Infine, oltre alle funzioni contenute nel package base della distribuzione di R vi sono altri tre packages
scaricabili da CRAN che contengono molte altre funzioni utili per la stima di modelli lineari e la verifica del
buon adattamento: acepack, car, lmtest.
drop1(), add1(), step()
Le funzioni drop1(mod, form,...) e add1(mod, form,...) permettono di eliminare/aggiungere
singole variabili esplicative da/ad un modello lineare già stimato. Vanno specificati un modello di partenza
(mod) e una formula (form) che individua le variabili da eliminare/aggiungere. Vengono stimati tutti i modelli
ottenibili eliminando/aggiungendo al modello specificato una variabile di quelle indicate e vengono calcolati
degli indici di adattamento per ciascun modello ottenuto.
La funzione step(mod, form, direction=, keep=,...) sceglie le covariate del modello tramite un
algoritmo stepwise basato sull'AIC (Akaike Information Criterion: AIC=-2*verosim. mass.+2*#param.),
utilizzando iterativamente le funzioni drop1() e add1().

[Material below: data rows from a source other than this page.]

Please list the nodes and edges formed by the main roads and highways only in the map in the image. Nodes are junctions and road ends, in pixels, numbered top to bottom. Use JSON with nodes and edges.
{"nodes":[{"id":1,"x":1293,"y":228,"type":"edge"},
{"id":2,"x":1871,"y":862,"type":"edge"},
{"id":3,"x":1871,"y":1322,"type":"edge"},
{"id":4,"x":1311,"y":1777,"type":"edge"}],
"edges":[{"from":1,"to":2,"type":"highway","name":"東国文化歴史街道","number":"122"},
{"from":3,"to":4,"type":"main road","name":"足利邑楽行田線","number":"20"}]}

L'opzione direction= serve a scegliere la
modalità di selezione delle variabili ("forward", "backward", "both"), mentre l'opzione keep= permette
di specificare le variabili da tenere nel modello anche se scarsamente significative.
aov()
Calcola l'analisi della varianza. Sintassi analoga a quella della funzione lm(), produce come output una
tradizionale tabella di analisi della varianza. Funzioni print() e summary() per oggetti creati tramite
aov().
gls() [package nlme]
La funzione gls(formula, data, correlation=, weights=,...) serve a stimare i parametri di un
modello lineare generale attraverso il metodo dei minimi quadrati generalizzati. In tal caso si può assumere
che le osservazioni siano correlate e/o non abbiano la stessa varianza.
L'opzione correlation= permette di specificare un oggetto che individui la struttura della correlazione tra
le osservazioni. Per informazioni sui diversi tipi di strutture di correlazione disponibili in R e sui comandi
corrispondenti consultate ?corClasses.
L'opzione weights= permette di specificare un oggetto che individui la struttura della variabilità delle
osservazioni. Per informazioni sui diversi tipi di strutture di variabilità disponibili in R e sui comandi
corrispondenti consultate ?varClasses.
Funzioni print(), plot() e summary() per oggetti creati tramite gls().
glm()
La funzione glm(formula, family =, data,...) serve per stimare i modello lineari generalizzati. In
questo caso nella formula vengono specificate la variabile risposta e le variabili antecedenti presenti nel
predittore lineare, mentre l'argomento family riguarda la distribuzione della variabile risposta e la funzione
link. Per informazioni sulle diverse distribuzioni e funzioni link disponibili e sulla relativa sintassi consultate
?family.
Il risultato della funzione glm() è una lista che contiene varie informazioni sul modello stimato. Anche in
questo caso tra gli elementi principali della lista vi sono i vettori $coefficients, $residuals ,
$fitted.values, $deviance e $aic.
Funzioni anova() e summary() per oggetti creati tramite glm().